What to work on
The reply has to contain each record exactly as written.

=== Records provided ===

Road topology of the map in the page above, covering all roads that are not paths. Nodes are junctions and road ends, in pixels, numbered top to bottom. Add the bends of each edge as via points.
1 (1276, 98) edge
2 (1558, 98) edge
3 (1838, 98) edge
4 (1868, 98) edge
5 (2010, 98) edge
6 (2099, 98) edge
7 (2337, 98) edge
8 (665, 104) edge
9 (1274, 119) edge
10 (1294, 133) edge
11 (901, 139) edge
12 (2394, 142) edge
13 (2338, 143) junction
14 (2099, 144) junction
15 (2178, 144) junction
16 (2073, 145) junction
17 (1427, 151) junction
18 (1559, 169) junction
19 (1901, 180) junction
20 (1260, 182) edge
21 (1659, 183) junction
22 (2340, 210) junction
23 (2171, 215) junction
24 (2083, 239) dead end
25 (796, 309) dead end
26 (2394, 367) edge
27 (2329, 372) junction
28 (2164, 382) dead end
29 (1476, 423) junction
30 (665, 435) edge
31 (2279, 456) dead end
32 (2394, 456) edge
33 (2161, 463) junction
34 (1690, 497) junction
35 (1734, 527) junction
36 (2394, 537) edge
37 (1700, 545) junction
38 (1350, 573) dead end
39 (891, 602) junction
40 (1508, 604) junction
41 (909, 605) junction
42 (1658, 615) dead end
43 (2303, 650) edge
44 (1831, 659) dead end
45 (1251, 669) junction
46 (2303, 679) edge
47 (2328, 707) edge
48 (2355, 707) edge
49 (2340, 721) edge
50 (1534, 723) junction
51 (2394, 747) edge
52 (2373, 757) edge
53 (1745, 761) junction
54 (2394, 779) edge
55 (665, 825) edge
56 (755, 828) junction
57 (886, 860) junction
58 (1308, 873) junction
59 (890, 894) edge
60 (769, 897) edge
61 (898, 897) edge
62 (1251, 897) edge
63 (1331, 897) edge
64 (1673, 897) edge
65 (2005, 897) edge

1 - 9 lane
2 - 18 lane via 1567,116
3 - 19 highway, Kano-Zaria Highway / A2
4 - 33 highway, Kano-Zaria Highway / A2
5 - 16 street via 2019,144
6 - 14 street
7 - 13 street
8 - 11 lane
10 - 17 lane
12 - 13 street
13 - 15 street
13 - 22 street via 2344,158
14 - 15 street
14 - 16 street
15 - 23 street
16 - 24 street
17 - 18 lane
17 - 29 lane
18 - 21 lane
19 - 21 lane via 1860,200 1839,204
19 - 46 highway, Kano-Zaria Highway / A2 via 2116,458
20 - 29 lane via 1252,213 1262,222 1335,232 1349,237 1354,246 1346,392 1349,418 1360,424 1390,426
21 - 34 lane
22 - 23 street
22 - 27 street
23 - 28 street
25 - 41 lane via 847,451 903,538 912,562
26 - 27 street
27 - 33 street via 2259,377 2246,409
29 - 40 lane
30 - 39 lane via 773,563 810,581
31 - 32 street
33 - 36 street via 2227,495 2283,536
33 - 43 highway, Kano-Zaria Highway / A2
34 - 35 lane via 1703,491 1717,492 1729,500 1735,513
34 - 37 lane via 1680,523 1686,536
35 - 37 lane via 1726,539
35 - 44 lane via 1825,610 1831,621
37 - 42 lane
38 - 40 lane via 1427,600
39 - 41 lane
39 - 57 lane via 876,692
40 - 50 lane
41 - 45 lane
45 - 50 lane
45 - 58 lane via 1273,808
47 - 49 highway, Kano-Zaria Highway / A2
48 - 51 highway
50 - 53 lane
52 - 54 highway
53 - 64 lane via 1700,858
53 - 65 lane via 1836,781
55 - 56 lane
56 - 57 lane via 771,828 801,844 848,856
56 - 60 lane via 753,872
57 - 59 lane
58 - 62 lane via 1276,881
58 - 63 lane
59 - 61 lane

===

Response to this task
Road topology of the map in the page above, covering all roads that are not paths. Nodes are junctions and road ends, in pixels, numbered top to bottom. Add the bends of each edge as via points.
1 (1276, 98) edge
2 (1558, 98) edge
3 (1838, 98) edge
4 (1868, 98) edge
5 (2010, 98) edge
6 (2099, 98) edge
7 (2337, 98) edge
8 (665, 104) edge
9 (1274, 119) edge
10 (1294, 133) edge
11 (901, 139) edge
12 (2394, 142) edge
13 (2338, 143) junction
14 (2099, 144) junction
15 (2178, 144) junction
16 (2073, 145) junction
17 (1427, 151) junction
18 (1559, 169) junction
19 (1901, 180) junction
20 (1260, 182) edge
21 (1659, 183) junction
22 (2340, 210) junction
23 (2171, 215) junction
24 (2083, 239) dead end
25 (796, 309) dead end
26 (2394, 367) edge
27 (2329, 372) junction
28 (2164, 382) dead end
29 (1476, 423) junction
30 (665, 435) edge
31 (2279, 456) dead end
32 (2394, 456) edge
33 (2161, 463) junction
34 (1690, 497) junction
35 (1734, 527) junction
36 (2394, 537) edge
37 (1700, 545) junction
38 (1350, 573) dead end
39 (891, 602) junction
40 (1508, 604) junction
41 (909, 605) junction
42 (1658, 615) dead end
43 (2303, 650) edge
44 (1831, 659) dead end
45 (1251, 669) junction
46 (2303, 679) edge
47 (2328, 707) edge
48 (2355, 707) edge
49 (2340, 721) edge
50 (1534, 723) junction
51 (2394, 747) edge
52 (2373, 757) edge
53 (1745, 761) junction
54 (2394, 779) edge
55 (665, 825) edge
56 (755, 828) junction
57 (886, 860) junction
58 (1308, 873) junction
59 (890, 894) edge
60 (769, 897) edge
61 (898, 897) edge
62 (1251, 897) edge
63 (1331, 897) edge
64 (1673, 897) edge
65 (2005, 897) edge

1 - 9 lane
2 - 18 lane via 1567,116
3 - 19 highway, Kano-Zaria Highway / A2
4 - 33 highway, Kano-Zaria Highway / A2
5 - 16 street via 2019,144
6 - 14 street
7 - 13 street
8 - 11 lane
10 - 17 lane
12 - 13 street
13 - 15 street
13 - 22 street via 2344,158
14 - 15 street
14 - 16 street
15 - 23 street
16 - 24 street
17 - 18 lane
17 - 29 lane
18 - 21 lane
19 - 21 lane via 1860,200 1839,204
19 - 46 highway, Kano-Zaria Highway / A2 via 2116,458
20 - 29 lane via 1252,213 1262,222 1335,232 1349,237 1354,246 1346,392 1349,418 1360,424 1390,426
21 - 34 lane
22 - 23 street
22 - 27 street
23 - 28 street
25 - 41 lane via 847,451 903,538 912,562
26 - 27 street
27 - 33 street via 2259,377 2246,409
29 - 40 lane
30 - 39 lane via 773,563 810,581
31 - 32 street
33 - 36 street via 2227,495 2283,536
33 - 43 highway, Kano-Zaria Highway / A2
34 - 35 lane via 1703,491 1717,492 1729,500 1735,513
34 - 37 lane via 1680,523 1686,536
35 - 37 lane via 1726,539
35 - 44 lane via 1825,610 1831,621
37 - 42 lane
38 - 40 lane via 1427,600
39 - 41 lane
39 - 57 lane via 876,692
40 - 50 lane
41 - 45 lane
45 - 50 lane
45 - 58 lane via 1273,808
47 - 49 highway, Kano-Zaria Highway / A2
48 - 51 highway
50 - 53 lane
52 - 54 highway
53 - 64 lane via 1700,858
53 - 65 lane via 1836,781
55 - 56 lane
56 - 57 lane via 771,828 801,844 848,856
56 - 60 lane via 753,872
57 - 59 lane
58 - 62 lane via 1276,881
58 - 63 lane
59 - 61 lane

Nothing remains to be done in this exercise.